Another explanation for the low sensitivity might be due to the clinical condition that we studied, as other studies comparing MCI to controls have generated similar results (
De Jager, Hogervorst, Combrinck, & Budge, 2003). It should not be surprising that a milder condition (e.g., MCI) separates less well from healthy controls than a more severe condition (e.g., AD). In clinical practice, it may be more feasible to tailor diagnostic decisions to the individual with some flexibility (e.g., weighting multiple sources of information and test data), whereas research requires more standardized cutoff scores that might somewhat arbitrarily separate a true continuum (e.g., cognitive functioning).

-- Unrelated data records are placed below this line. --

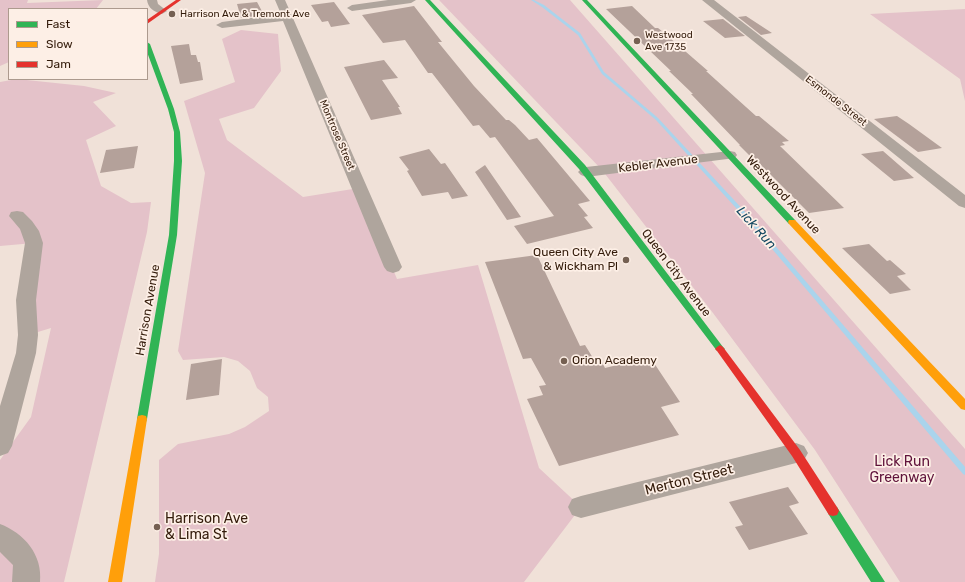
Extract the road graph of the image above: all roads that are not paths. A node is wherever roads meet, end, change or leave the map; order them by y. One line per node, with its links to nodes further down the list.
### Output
1 (152, 0): 9 (street)
2 (178, 0): 9 (main road)
3 (411, 0): 8 (street)
4 (427, 0): 15 (main road, Queen City Avenue)
5 (584, 0): 14 (main road, Westwood Avenue)
6 (707, 0): 16 (street, Esmonde Street)
7 (279, 1): 10 (street, Montrose Street)
8 (352, 8)
9 (162, 11): 11 (main road)
10 (286, 17): 12 (street); 18 (street, Montrose Street)
11 (148, 21)
12 (222, 25)
13 (148, 47): 25 (main road, Harrison Avenue)
14 (730, 155): 15 (street, Kebler Avenue); 19 (main road, Westwood Avenue)
15 (586, 172): 21 (main road, Queen City Avenue)
16 (965, 203)
17 (17, 216): 20 (street)
18 (393, 267)
19 (965, 406)
20 (0, 446)
21 (796, 453): 22 (street, Merton Street); 26 (main road, Queen City Avenue)
22 (581, 507)
23 (0, 536): 24 (street)
24 (26, 582)
25 (114, 582)
26 (878, 582)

The resulting mixed groups, when compared with distinct groups, could lead to lowered diagnostic accuracy.
There are several important limitations of this study. First, the classification of the current subjects was based almost entirely on cognitive test scores. Future studies should utilize additional clinical information to make this diagnosis (e.g., thorough physical examination, neuroimaging, biomarkers). Second, the amnestic subtype of MCI (single- or multidomain) was the only subtype examined in the current study, and these diagnostic accuracy estimates might not apply to non-amnestic MCI subtypes. Similarly, the diagnostic accuracy of the RBANS for other neuropsychiatric conditions with milder cognitive impairments (e.g., depression and substance abuse) should not be inferred from the current findings. Although most cognitive tests were corrected for age and education, three were not (BVMT-R, HVLT-R, and WRAT-3 Reading). These three tests were correcting for the age of the participants using data from the test manuals. However, this inconsistency in the norming of the measures could create some anomalies in classification of the participants or possibly bias against the RBANS. Finally, the current sample was exclusively Caucasian and well-educated, so the generalizability of these findings to a more diverse sample is uncertain. Despite these limitations, the current study provides some information about the diagnostic accuracy of the RBANS in suspected MCI, although this information suggests caution when using this measure in patients with milder cognitive deficits, such as those seen in MCI.